Due to a history of being underserved in the U.S., Hispanic and Latino/a families may have less exposure or access to financial literacy education than white families. As a result, students who grew up in under-resourced environments may begin college without a firm understanding of what financial literacy means.

Simply put, this term encompasses skills related to using financial resources and understanding how to earn, budget, save, and invest money wisely. Enhancing one's financial literacy can help students make smart decisions about their money.

They can do this by understanding how student loans and interest rates work, creating a budget and sticking to it, and starting to save money early.

Keep reading to learn about factors in financial planning and where to find financial literacy resources tailored to Hispanic and Latino/a students.

Why Financial Literacy Is Important for Hispanic and Latino/a Students

  • Hispanic test-takers scored lower on TIAA Institute's 2021 financial literacy exam than white individuals: Hispanic test-takers scored an average of 41% on this financial literacy exam, compared to 55% for white examinees. Due to inequities in educational funding and resources, Hispanic individuals may have less access to financial literacy training in primary or secondary school.
  • U.S.-born Hispanic individuals ages 18-34 earned higher financial literacy scores than their peers born outside the country: Obtaining access to financial literacy coursework may be especially important for Hispanic students born outside the U.S. Many of these learners may not have been exposed to a U.S.-based financial literacy model while growing up.
  • As of 2016, more than 70% of Latino/a students took out loans to attend college: Seventy-two percent of Latino/a students take on student loan debt to get through college, compared to 66% of white students. Understanding how to responsibly address their debt while saving for the future is critical for building generational wealth and greater financial literacy within these communities.
  • Thirty-three percent of Hispanic borrowers put off marriage due to student loan debt and 37% delayed having children, compared to 19% and 27% of white borrowers: Hispanic and Latino/a students who master personal financial management may have an easier time paying down college loan debt and pursuing major life milestones. Financial literacy can provide the tools needed to budget, save, and achieve financial freedom.
  • Hispanic families have roughly one-fifth the wealth of white families: As of 2019, the median wealth for white families in the U.S. was $184,000 and $38,000 for Hispanic families. Because many Hispanic learners come from families with significantly less wealth than their white peers, they are more likely to take out student loans. Financial literacy can provide the tools needed to understand loan repayment plans while still building wealth.

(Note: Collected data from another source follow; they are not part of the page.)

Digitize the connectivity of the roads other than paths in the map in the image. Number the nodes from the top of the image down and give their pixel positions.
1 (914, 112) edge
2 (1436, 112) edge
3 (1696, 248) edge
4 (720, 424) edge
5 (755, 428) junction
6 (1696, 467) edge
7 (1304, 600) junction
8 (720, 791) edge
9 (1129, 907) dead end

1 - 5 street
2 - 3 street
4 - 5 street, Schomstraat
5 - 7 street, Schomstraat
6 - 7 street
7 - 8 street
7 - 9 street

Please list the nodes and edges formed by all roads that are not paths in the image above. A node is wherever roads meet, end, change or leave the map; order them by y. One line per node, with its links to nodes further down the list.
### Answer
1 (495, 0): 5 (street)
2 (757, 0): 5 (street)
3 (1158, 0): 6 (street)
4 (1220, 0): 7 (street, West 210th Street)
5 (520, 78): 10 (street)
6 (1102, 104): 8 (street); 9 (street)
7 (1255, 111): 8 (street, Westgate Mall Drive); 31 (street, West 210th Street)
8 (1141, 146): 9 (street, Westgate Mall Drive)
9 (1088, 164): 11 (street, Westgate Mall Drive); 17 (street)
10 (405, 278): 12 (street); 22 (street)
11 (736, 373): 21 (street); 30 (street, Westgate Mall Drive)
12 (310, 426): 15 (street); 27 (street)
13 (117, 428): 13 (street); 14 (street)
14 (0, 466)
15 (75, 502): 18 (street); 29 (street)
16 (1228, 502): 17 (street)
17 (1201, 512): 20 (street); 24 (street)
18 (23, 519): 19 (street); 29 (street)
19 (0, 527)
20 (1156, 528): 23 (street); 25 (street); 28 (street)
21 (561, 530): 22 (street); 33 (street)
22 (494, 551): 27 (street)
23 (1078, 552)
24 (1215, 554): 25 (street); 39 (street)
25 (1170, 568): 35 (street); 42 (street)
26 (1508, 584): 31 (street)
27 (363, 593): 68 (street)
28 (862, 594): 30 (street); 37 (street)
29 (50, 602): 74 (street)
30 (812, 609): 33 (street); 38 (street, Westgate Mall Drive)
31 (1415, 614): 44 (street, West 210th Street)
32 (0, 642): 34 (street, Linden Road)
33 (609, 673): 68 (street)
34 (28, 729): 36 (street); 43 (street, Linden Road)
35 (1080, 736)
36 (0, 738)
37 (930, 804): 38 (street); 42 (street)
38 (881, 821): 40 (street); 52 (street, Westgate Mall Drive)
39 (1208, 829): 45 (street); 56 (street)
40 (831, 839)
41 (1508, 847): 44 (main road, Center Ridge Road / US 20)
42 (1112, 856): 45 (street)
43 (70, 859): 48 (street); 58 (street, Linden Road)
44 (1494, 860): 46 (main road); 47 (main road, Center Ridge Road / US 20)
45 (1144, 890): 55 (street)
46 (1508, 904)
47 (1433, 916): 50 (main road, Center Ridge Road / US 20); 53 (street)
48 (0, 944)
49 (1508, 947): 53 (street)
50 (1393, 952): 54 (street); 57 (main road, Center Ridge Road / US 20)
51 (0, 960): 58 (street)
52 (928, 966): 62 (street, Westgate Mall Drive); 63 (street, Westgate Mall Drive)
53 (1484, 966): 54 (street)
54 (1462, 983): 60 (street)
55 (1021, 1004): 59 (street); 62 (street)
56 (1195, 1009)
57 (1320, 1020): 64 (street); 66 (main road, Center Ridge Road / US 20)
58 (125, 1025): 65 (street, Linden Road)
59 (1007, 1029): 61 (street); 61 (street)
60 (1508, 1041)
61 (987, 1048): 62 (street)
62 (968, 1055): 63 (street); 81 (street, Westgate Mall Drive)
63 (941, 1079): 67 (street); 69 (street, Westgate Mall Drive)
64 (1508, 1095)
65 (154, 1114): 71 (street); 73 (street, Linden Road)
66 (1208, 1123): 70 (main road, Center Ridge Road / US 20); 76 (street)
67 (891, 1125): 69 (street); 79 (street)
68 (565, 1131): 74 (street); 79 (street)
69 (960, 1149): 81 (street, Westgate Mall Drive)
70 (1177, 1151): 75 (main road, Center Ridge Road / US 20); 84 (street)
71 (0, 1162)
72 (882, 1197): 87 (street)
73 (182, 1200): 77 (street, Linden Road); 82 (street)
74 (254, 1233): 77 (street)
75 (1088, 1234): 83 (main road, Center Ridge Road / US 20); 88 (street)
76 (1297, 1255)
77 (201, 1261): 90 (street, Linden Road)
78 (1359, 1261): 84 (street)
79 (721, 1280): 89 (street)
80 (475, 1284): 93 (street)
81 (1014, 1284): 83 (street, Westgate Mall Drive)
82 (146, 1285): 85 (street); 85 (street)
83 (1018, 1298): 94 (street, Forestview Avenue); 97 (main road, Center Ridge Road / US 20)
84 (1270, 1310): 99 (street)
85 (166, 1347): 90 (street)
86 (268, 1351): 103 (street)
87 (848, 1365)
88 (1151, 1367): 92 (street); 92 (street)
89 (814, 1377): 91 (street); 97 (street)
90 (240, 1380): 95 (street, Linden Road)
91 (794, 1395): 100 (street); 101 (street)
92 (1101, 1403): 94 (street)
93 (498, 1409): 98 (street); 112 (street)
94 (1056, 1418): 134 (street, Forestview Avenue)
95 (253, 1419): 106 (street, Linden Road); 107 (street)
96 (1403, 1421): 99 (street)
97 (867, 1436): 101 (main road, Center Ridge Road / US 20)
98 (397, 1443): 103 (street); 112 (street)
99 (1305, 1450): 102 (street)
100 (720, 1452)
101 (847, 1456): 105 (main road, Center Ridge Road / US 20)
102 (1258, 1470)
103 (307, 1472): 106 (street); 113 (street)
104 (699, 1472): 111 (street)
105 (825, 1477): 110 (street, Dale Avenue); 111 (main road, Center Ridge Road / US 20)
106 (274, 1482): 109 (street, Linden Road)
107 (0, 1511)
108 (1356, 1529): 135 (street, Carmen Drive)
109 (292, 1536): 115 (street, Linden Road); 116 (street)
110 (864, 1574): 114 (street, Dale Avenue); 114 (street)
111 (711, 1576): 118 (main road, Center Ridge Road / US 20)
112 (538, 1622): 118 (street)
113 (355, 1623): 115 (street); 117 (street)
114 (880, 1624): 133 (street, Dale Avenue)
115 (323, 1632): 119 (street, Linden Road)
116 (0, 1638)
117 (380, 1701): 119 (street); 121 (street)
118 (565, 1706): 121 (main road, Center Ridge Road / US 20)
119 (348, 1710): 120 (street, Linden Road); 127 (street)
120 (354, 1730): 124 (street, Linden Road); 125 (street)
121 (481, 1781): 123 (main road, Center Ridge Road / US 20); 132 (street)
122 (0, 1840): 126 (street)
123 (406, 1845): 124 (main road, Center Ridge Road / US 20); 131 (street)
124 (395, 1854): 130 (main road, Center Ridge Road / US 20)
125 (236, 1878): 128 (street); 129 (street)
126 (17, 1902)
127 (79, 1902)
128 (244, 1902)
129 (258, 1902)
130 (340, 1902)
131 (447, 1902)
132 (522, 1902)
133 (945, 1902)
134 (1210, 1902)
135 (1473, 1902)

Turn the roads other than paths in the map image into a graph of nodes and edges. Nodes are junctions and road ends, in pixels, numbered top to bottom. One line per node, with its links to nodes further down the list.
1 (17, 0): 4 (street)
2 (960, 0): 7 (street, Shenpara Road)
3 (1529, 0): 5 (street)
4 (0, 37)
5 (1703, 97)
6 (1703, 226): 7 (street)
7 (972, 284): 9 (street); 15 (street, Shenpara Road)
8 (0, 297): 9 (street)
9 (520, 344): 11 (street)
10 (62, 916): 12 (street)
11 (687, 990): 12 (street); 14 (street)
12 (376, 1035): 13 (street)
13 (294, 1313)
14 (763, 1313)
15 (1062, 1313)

Why is financial literacy important for Hispanic and Latino/a students to understand?

Our money mindset is our relationship, thoughts, habits, and behaviors around money. Many of these things are taught to us both directly and indirectly from our parents. When we think about making, spending, and saving money, if our families haven't been exposed to ways to grow wealth or optimize tax strategies we risk repeating the same type of financial cycles. The more knowledge we as a community have, the more empowered we'll feel.

— Walli Miller

4 Factors to Consider for Financial Planning

Student Loans

Student loans can help bridge the gap between what Hispanic and Latino/a students and their families have saved for school and how much college costs. That said, understanding interest rates and options for paying for college without student loans can help students minimize how much debt they take on to earn a degree.

Scholarships and Grants

Many Hispanic and Latino/a scholarships are available to help offset educational costs. Using scholarships and grants is a popular option for all students since these types of funding don't need to be repaid. This is true as long as students meet the terms of their award, such as maintaining a specific GPA.

Credit Cards

Credit cards are a popular option for students. However, they do come with some risks. High interest rates can lead to increased debt quickly for learners who cannot afford to pay off their balance each month. Before going down this path, students should ask themselves whether they are ready for a credit card and its responsibilities.

Saving and Budgeting

Learning how to budget while in college can help set students up for success — in school and long beyond their college days. Hispanic and Latino/a students can choose from various free and paid apps that can help them save money in college. They can also learn how to invest those savings.

What aspect of financial wellness impacts Hispanic and Latino/a students the most?

Since many of us are first-generation Americans and first-generation college graduates, there isn't institutional knowledge that gets passed down to us. Learning how to navigate financial aid and student loans — let alone credit cards and building a good credit history — may not be things the previous generation was familiar with.

— Walli Miller

The learning doesn't need to stop here

Explore the rest of our collection of financial education resources to continue your journey to a healthy financial future.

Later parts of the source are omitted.